> Material supplied:

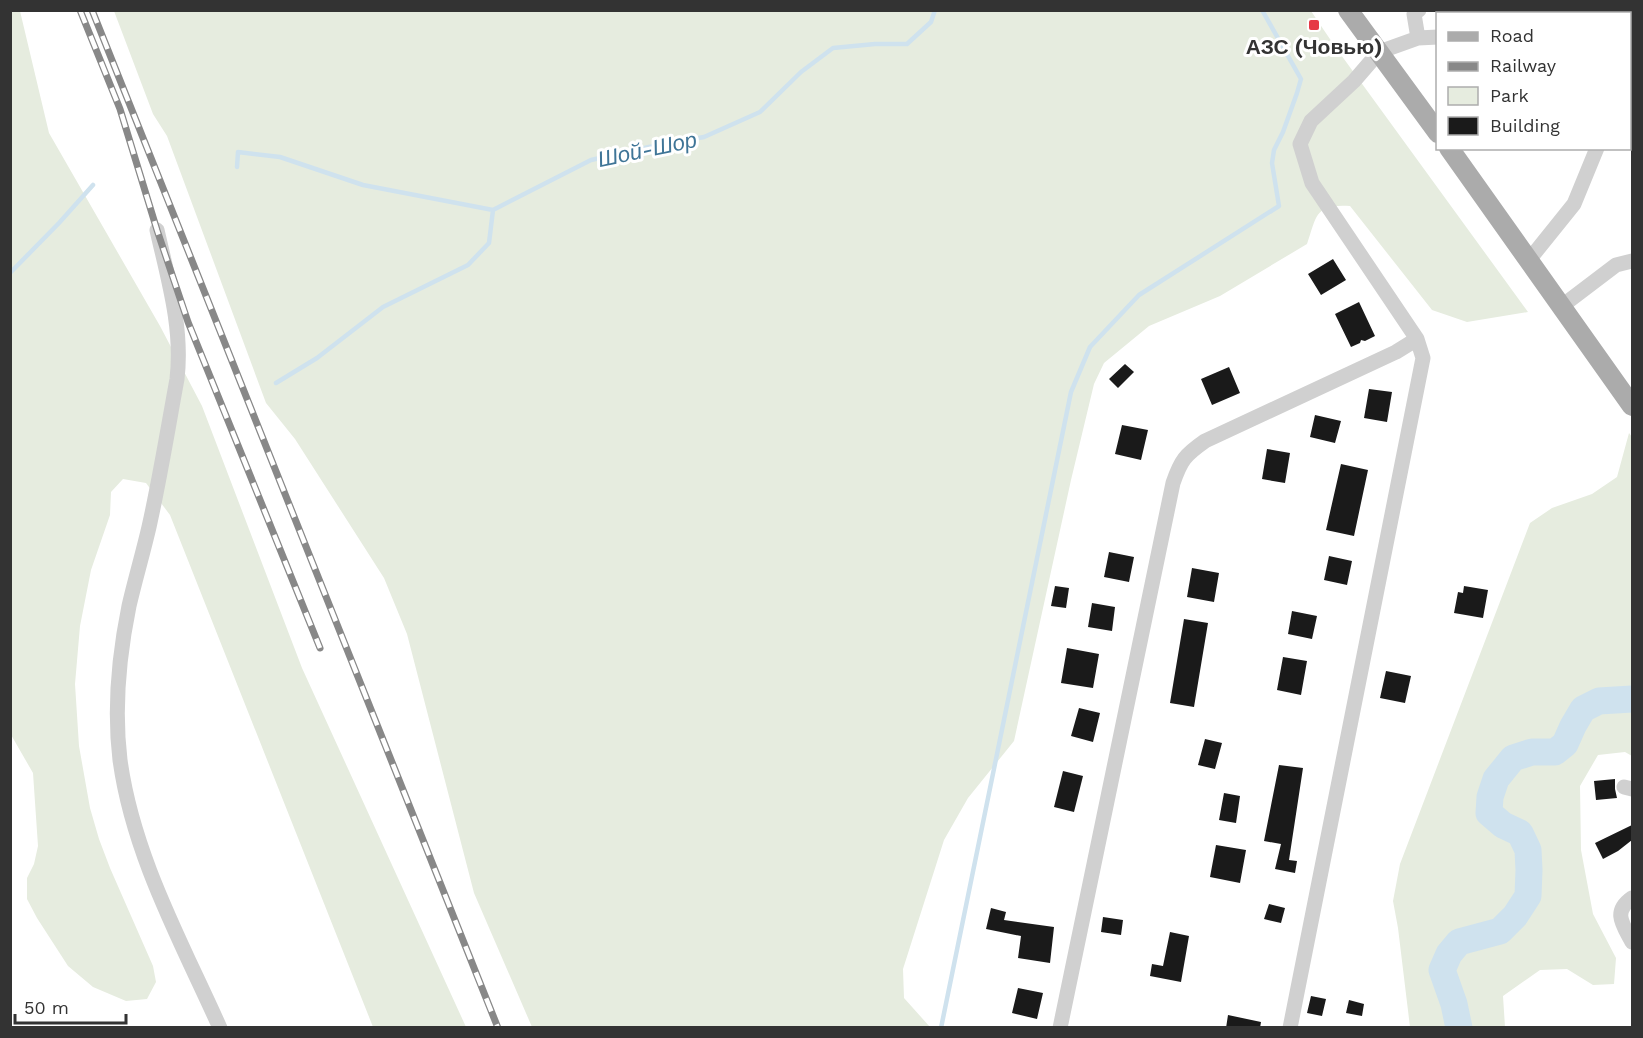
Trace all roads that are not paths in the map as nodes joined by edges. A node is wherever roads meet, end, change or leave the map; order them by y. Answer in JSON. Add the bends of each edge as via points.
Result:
{"nodes":[{"id":1,"x":1348,"y":10,"type":"edge"},
{"id":2,"x":1419,"y":10,"type":"edge"},
{"id":3,"x":1436,"y":37,"type":"edge"},
{"id":4,"x":1418,"y":38,"type":"junction"},
{"id":5,"x":1379,"y":51,"type":"junction"},
{"id":6,"x":1436,"y":131,"type":"edge"},
{"id":7,"x":1450,"y":150,"type":"edge"},
{"id":8,"x":1596,"y":150,"type":"edge"},
{"id":9,"x":157,"y":230,"type":"dead end"},
{"id":10,"x":1529,"y":260,"type":"junction"},
{"id":11,"x":1632,"y":261,"type":"edge"},
{"id":12,"x":1562,"y":306,"type":"junction"},
{"id":13,"x":1417,"y":339,"type":"junction"},
{"id":14,"x":1632,"y":406,"type":"edge"},
{"id":15,"x":1632,"y":898,"type":"edge"},
{"id":16,"x":1632,"y":942,"type":"edge"},
{"id":17,"x":220,"y":1028,"type":"edge"},
{"id":18,"x":1060,"y":1028,"type":"edge"},
{"id":19,"x":1290,"y":1028,"type":"edge"}],
"edges":[{"from":1,"to":5,"type":"main road"},
{"from":2,"to":4,"type":"street","via":[[1414,14]]},
{"from":3,"to":4,"type":"street"},
{"from":4,"to":5,"type":"street"},
{"from":5,"to":6,"type":"main road"},
{"from":5,"to":13,"type":"street","via":[[1311,121],[1300,144],[1312,183]]},
{"from":7,"to":10,"type":"main road"},
{"from":8,"to":10,"type":"street","via":[[1574,204]]},
{"from":9,"to":17,"type":"street","via":[[177,324],[179,357],[124,635],[118,697],[120,759],[145,861]]},
{"from":10,"to":12,"type":"main road"},
{"from":11,"to":12,"type":"street","via":[[1616,265]]},
{"from":12,"to":14,"type":"main road"},
{"from":13,"to":18,"type":"street","via":[[1205,441],[1180,462]]},
{"from":13,"to":19,"type":"street","via":[[1423,358]]},
{"from":15,"to":16,"type":"street","via":[[1620,913]]}]}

> What the task requires: Repeat the records above word for word. Pictures stay out of the copy.

> Result of this task:
Trace all roads that are not paths in the map as nodes joined by edges. A node is wherever roads meet, end, change or leave the map; order them by y. Answer in JSON. Add the bends of each edge as via points.
Result:
{"nodes":[{"id":1,"x":1348,"y":10,"type":"edge"},
{"id":2,"x":1419,"y":10,"type":"edge"},
{"id":3,"x":1436,"y":37,"type":"edge"},
{"id":4,"x":1418,"y":38,"type":"junction"},
{"id":5,"x":1379,"y":51,"type":"junction"},
{"id":6,"x":1436,"y":131,"type":"edge"},
{"id":7,"x":1450,"y":150,"type":"edge"},
{"id":8,"x":1596,"y":150,"type":"edge"},
{"id":9,"x":157,"y":230,"type":"dead end"},
{"id":10,"x":1529,"y":260,"type":"junction"},
{"id":11,"x":1632,"y":261,"type":"edge"},
{"id":12,"x":1562,"y":306,"type":"junction"},
{"id":13,"x":1417,"y":339,"type":"junction"},
{"id":14,"x":1632,"y":406,"type":"edge"},
{"id":15,"x":1632,"y":898,"type":"edge"},
{"id":16,"x":1632,"y":942,"type":"edge"},
{"id":17,"x":220,"y":1028,"type":"edge"},
{"id":18,"x":1060,"y":1028,"type":"edge"},
{"id":19,"x":1290,"y":1028,"type":"edge"}],
"edges":[{"from":1,"to":5,"type":"main road"},
{"from":2,"to":4,"type":"street","via":[[1414,14]]},
{"from":3,"to":4,"type":"street"},
{"from":4,"to":5,"type":"street"},
{"from":5,"to":6,"type":"main road"},
{"from":5,"to":13,"type":"street","via":[[1311,121],[1300,144],[1312,183]]},
{"from":7,"to":10,"type":"main road"},
{"from":8,"to":10,"type":"street","via":[[1574,204]]},
{"from":9,"to":17,"type":"street","via":[[177,324],[179,357],[124,635],[118,697],[120,759],[145,861]]},
{"from":10,"to":12,"type":"main road"},
{"from":11,"to":12,"type":"street","via":[[1616,265]]},
{"from":12,"to":14,"type":"main road"},
{"from":13,"to":18,"type":"street","via":[[1205,441],[1180,462]]},
{"from":13,"to":19,"type":"street","via":[[1423,358]]},
{"from":15,"to":16,"type":"street","via":[[1620,913]]}]}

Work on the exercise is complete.